Your doctor may prescribe long-term control medicines to take daily to help prevent symptoms by reducing airway inflammation and preventing narrowing of the airways. Treatment with specific control medicines may differ depending on age, such as whether the person is an adult or child. Return to Causes to review what causes asthma symptoms.
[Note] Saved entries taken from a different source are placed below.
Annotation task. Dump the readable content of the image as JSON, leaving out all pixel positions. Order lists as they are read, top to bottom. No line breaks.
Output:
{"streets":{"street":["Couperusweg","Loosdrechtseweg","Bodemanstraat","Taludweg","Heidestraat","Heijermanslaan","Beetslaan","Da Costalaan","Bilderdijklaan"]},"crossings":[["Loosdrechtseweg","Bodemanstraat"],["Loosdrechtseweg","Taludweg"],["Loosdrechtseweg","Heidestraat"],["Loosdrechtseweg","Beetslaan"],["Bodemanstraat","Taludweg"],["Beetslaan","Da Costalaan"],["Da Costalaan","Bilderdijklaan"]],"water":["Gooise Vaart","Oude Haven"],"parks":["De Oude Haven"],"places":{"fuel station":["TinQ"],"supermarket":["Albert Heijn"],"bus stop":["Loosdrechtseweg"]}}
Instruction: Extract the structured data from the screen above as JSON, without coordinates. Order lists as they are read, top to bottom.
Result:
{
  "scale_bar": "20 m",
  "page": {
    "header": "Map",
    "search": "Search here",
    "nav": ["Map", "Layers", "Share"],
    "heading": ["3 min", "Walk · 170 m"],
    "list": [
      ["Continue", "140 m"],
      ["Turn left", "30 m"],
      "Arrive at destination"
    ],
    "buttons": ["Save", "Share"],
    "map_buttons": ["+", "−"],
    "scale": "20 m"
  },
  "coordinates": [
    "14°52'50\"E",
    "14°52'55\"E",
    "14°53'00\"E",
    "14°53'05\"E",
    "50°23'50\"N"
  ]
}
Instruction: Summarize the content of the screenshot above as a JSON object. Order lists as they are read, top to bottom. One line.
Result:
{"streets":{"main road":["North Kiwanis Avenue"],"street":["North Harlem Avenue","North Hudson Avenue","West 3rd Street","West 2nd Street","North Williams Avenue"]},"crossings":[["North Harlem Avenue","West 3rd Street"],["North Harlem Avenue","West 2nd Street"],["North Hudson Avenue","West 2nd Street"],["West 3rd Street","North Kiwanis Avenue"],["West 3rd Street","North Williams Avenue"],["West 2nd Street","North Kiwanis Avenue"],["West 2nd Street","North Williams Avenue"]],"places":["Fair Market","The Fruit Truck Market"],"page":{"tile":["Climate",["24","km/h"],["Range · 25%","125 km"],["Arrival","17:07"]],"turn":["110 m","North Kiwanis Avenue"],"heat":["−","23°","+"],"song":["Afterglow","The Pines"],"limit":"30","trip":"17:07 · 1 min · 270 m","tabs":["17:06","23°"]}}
Control medicines include the following.
- Corticosteroids to reduce the body’s inflammatory response. Your doctor may prescribe inhaled or oral (as a pill) corticosteroids. Common side effects from inhaled corticosteroids include a hoarse voice or a mouth infection called thrush. A spacer or holding chamber on your inhaler can help avoid these side effects. Oral corticosteroids can have more side effects than inhaled corticosteroids, because the medicine goes outside the lungs. Read more about inhaled corticosteroids for asthma management
- Biologic medicines, such as omalizumab, mepolizumab, reslizumab, and benralizumab, to target specific parts of the body’s response to allergens. Biologic medicines are antibodies used in people who have severe asthma. Benralizumab is injected into a vein, while the other medicines are injected below the skin or in a vein. They are given every few weeks.
- Leukotriene modifiers to reduce inflammation and keep your airways open. You take these pills by mouth, alone or with corticosteroids, depending on what your doctor prescribes.
- Mast cell stabilizers, such as cromolyn, to help prevent airway inflammation when you are exposed to allergens or other triggers. These medicines stop certain immune cells from releasing the signals that cause inflammation.
- Inhaled long-acting bronchodilators, such as long-acting beta2-agonists (LABAs), to keep the airways open by preventing narrowing of the airways. LABAs may be added to your inhaled corticosteroids to reduce narrowing and inflammation. A similar medicine called inhaled long-acting muscarinic antagonists (LAMAs) is sometimes also used.
- Immunotherapy to reduce the body’s response to allergens. It can be given as an injection, known as an allergy shot, or by mouth as a liquid or tablet.